» EXERCISE DESCRIPTION:
Whenever a line below holds the word "absolute", copy that line.

━━━ THE DATA ━━━

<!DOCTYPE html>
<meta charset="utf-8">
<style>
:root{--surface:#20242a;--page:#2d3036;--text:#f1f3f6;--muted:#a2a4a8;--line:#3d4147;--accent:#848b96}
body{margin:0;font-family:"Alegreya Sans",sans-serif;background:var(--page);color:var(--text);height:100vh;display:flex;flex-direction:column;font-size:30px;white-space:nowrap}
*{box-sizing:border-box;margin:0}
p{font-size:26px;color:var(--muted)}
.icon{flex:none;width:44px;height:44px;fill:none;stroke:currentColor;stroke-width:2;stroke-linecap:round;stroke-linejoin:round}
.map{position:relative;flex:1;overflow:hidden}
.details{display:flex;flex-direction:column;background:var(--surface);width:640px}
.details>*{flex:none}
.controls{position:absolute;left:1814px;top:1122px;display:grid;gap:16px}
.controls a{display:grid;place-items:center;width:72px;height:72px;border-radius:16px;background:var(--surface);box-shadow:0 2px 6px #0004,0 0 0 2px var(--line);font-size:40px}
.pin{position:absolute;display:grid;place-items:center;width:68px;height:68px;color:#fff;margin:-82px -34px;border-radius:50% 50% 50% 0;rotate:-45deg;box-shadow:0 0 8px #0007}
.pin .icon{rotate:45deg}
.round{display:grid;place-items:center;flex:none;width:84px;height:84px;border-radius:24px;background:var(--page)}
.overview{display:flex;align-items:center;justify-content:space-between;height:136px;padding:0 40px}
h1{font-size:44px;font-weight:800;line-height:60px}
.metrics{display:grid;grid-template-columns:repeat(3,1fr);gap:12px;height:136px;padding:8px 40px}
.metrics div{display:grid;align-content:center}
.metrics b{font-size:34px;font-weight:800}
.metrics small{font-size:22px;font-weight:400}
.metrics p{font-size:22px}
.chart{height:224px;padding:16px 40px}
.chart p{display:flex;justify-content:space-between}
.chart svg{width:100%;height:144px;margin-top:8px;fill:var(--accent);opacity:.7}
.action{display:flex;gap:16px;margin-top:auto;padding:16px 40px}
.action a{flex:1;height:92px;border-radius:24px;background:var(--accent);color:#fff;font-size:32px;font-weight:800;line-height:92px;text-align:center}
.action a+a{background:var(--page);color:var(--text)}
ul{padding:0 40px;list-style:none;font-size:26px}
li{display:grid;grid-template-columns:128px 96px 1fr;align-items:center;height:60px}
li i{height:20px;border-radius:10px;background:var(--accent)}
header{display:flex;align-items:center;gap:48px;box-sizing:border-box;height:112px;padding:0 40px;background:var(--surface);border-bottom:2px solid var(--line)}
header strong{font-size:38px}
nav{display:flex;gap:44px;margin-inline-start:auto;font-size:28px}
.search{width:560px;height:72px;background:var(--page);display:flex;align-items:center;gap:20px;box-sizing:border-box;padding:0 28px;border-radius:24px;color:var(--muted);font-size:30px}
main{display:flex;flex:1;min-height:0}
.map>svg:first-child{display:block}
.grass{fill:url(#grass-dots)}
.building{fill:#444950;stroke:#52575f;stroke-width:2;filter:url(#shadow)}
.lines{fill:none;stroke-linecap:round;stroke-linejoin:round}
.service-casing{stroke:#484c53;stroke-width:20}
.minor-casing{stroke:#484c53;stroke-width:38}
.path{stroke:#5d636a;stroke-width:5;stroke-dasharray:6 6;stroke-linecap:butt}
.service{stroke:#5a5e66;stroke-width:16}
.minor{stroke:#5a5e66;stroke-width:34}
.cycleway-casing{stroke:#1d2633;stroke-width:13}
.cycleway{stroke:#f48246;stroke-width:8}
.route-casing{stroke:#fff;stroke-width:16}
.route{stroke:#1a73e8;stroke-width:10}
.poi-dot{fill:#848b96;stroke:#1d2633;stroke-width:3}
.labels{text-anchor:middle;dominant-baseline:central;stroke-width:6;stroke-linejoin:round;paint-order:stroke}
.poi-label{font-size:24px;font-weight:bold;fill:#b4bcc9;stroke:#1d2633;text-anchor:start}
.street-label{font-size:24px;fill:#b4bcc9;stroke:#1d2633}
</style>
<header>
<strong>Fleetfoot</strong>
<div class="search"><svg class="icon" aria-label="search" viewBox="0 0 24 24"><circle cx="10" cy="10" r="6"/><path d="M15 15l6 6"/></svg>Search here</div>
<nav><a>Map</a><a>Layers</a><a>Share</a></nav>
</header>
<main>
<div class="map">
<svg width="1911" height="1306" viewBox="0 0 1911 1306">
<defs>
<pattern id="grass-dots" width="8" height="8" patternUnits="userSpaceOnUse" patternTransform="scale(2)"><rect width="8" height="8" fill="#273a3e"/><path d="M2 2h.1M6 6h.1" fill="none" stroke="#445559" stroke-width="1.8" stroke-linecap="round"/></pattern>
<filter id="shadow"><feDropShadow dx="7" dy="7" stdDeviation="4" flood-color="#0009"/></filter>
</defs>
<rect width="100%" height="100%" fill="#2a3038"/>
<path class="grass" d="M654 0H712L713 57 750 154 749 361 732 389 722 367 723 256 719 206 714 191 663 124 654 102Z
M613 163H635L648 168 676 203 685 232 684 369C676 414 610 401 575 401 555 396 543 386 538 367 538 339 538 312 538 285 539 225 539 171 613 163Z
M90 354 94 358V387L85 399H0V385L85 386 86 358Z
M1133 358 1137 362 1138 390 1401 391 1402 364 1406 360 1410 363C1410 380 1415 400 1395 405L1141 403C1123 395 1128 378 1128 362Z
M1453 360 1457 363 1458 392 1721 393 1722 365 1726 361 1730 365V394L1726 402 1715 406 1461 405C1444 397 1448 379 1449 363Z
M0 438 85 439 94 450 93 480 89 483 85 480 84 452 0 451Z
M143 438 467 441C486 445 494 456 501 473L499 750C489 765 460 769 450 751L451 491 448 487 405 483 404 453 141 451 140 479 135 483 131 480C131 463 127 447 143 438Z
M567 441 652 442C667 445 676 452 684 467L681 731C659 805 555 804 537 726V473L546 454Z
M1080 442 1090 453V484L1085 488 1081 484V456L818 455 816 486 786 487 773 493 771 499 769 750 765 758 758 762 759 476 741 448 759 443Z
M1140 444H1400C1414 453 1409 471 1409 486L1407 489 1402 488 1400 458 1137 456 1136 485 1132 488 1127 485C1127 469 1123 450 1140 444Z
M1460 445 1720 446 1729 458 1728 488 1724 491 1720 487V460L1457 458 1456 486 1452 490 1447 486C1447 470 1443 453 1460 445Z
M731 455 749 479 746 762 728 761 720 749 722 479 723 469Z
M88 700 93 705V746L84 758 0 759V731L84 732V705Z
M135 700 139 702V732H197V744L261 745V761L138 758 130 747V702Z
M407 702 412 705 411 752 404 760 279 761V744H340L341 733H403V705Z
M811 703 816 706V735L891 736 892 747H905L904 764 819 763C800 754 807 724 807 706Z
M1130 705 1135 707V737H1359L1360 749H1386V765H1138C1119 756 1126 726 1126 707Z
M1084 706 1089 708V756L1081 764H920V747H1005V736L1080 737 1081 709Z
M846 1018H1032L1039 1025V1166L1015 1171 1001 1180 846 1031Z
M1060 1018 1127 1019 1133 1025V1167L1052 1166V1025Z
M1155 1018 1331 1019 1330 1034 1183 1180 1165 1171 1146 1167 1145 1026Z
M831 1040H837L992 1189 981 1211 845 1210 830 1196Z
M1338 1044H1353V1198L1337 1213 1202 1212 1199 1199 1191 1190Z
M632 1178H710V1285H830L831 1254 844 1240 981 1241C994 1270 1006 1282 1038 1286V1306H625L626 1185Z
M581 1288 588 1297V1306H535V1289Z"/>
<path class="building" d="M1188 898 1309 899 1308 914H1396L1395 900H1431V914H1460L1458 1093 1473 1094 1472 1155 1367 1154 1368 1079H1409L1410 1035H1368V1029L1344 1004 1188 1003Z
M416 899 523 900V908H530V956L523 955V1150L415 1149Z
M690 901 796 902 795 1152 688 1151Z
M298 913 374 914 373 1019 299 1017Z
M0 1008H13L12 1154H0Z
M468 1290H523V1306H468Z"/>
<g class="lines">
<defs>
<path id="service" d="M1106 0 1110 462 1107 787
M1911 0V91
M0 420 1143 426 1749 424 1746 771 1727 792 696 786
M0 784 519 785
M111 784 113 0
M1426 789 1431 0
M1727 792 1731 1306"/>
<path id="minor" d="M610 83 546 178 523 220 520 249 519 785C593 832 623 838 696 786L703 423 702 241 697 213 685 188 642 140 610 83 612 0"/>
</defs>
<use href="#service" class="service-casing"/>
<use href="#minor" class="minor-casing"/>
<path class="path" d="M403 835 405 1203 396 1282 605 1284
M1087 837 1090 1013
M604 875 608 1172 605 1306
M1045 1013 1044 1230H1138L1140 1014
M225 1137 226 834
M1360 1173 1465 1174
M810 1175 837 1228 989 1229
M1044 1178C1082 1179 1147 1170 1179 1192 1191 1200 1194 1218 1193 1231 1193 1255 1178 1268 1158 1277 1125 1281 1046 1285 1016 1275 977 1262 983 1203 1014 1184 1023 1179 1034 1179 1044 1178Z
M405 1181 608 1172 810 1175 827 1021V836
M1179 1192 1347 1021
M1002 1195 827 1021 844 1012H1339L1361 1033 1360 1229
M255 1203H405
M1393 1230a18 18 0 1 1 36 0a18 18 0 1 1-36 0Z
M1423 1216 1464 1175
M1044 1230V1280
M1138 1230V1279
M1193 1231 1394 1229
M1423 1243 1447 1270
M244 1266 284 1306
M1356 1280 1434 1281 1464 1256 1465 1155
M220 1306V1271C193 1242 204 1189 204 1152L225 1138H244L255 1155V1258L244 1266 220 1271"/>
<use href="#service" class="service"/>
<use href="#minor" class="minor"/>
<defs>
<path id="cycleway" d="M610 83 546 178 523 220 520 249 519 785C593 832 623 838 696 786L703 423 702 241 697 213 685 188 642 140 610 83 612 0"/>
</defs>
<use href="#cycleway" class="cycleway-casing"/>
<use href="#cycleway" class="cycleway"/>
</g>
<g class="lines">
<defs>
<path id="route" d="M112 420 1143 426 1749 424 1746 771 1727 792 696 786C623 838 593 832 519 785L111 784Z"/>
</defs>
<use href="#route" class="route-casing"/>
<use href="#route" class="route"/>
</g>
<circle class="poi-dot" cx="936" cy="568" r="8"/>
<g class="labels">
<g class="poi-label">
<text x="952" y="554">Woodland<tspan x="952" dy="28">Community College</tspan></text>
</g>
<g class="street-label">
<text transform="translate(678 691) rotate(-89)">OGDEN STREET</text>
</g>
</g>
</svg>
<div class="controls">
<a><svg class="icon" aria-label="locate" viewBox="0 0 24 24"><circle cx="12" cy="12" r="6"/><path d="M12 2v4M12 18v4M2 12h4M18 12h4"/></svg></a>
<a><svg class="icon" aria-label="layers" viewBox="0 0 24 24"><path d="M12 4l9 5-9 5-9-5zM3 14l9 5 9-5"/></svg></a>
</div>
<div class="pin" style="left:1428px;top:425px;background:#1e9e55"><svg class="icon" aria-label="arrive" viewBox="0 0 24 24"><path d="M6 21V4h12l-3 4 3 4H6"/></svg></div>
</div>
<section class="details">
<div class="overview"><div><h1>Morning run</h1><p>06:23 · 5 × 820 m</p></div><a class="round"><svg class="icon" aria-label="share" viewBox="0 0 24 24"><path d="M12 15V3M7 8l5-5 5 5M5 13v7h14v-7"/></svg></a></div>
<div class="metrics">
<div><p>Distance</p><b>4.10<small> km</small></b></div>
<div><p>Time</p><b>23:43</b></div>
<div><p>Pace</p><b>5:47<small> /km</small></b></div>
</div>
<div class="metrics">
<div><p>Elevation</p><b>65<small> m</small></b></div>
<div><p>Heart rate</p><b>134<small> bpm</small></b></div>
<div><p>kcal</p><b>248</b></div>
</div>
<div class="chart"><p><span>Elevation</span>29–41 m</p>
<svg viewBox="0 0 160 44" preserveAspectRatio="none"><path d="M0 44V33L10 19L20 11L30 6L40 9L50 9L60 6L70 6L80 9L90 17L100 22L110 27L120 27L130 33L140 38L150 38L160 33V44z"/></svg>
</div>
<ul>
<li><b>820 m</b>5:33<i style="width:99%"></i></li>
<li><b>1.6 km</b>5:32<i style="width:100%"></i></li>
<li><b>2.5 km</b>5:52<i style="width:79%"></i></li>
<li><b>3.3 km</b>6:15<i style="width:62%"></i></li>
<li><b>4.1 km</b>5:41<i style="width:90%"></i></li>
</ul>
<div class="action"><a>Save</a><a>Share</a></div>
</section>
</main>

━━━

» SOLUTION TO THE PROBLEM:
.controls{position:absolute;left:1814px;top:1122px;display:grid;gap:16px}
.pin{position:absolute;display:grid;place-items:center;width:68px;height:68px;color:#fff;margin:-82px -34px;border-radius:50% 50% 50% 0;rotate:-45deg;box-shadow:0 0 8px #0007}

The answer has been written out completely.